#### TASK:
Among the entries below, determine how many lines contain the word "hand" and state only that figure.

"""

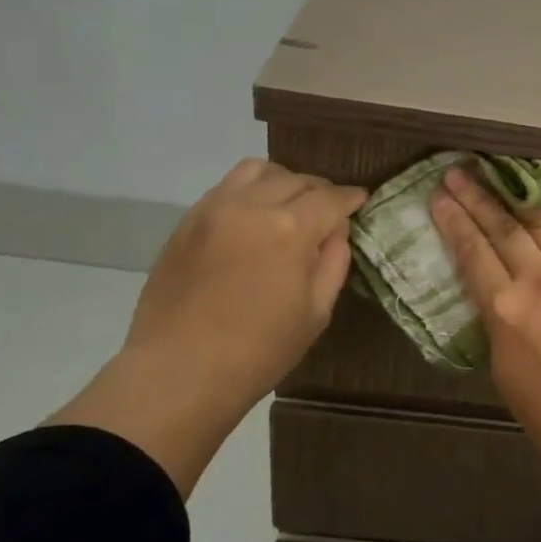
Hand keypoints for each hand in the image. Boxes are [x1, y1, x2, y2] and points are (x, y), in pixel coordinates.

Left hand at [51, 159, 365, 492]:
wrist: (180, 370)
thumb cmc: (259, 351)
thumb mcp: (316, 313)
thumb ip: (332, 263)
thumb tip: (335, 232)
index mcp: (290, 229)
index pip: (330, 198)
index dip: (350, 198)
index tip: (360, 200)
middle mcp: (252, 206)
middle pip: (296, 179)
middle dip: (320, 190)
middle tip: (329, 209)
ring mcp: (214, 209)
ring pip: (256, 171)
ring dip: (282, 181)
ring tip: (289, 203)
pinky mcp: (187, 221)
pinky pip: (225, 188)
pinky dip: (248, 191)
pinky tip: (253, 216)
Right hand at [429, 167, 540, 470]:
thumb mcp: (503, 369)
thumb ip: (499, 324)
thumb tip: (501, 299)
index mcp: (504, 307)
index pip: (472, 252)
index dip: (453, 221)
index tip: (440, 196)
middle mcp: (539, 280)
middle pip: (503, 229)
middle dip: (478, 198)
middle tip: (460, 173)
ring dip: (523, 201)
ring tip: (506, 178)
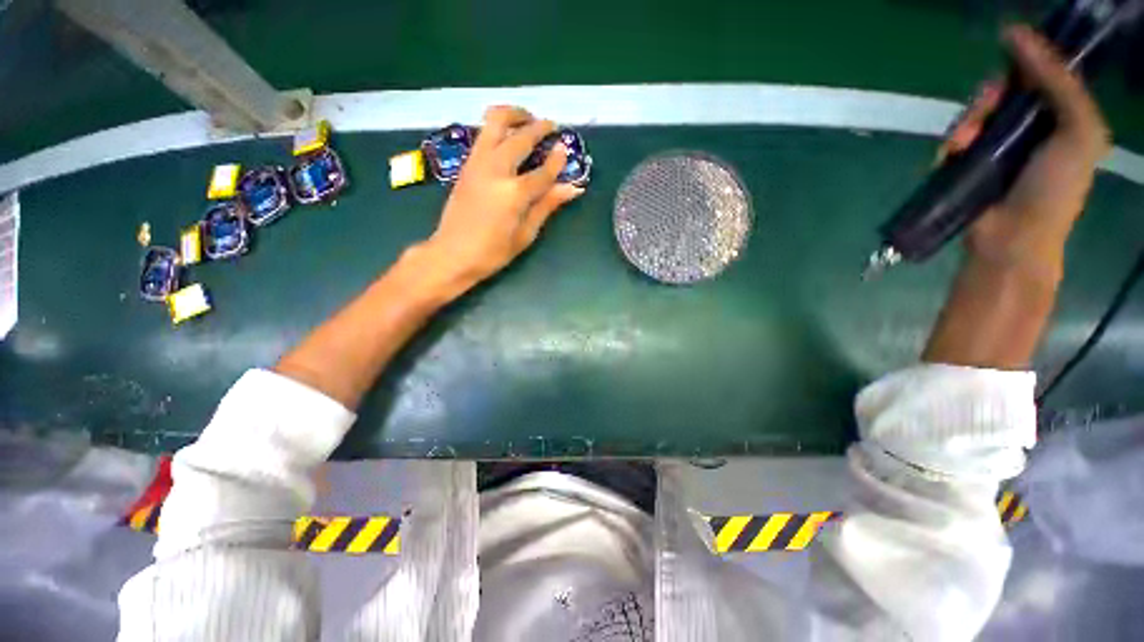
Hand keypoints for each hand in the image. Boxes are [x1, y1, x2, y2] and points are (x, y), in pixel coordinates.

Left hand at [420, 106, 583, 291]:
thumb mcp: (525, 234)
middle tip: (551, 125)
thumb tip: (572, 188)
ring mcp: (477, 163)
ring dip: (513, 114)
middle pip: (520, 138)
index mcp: (514, 194)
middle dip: (539, 127)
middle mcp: (496, 170)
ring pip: (495, 123)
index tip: (566, 148)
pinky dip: (497, 126)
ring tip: (527, 119)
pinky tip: (507, 135)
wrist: (452, 254)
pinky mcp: (466, 164)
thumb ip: (547, 206)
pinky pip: (483, 134)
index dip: (557, 160)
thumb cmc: (492, 252)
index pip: (543, 171)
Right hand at [943, 25, 1110, 274]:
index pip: (1041, 76)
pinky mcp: (968, 166)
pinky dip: (951, 143)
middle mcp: (1031, 129)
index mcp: (1063, 119)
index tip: (1008, 50)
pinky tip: (952, 153)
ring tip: (964, 140)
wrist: (1014, 238)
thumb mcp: (1079, 130)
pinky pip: (954, 141)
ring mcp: (997, 148)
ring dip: (968, 119)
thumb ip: (1061, 82)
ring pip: (976, 115)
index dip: (1025, 59)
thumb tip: (1018, 35)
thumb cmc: (1055, 188)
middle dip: (992, 94)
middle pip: (1004, 93)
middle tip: (989, 99)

"""

#### REPLY TO THE TASK:
6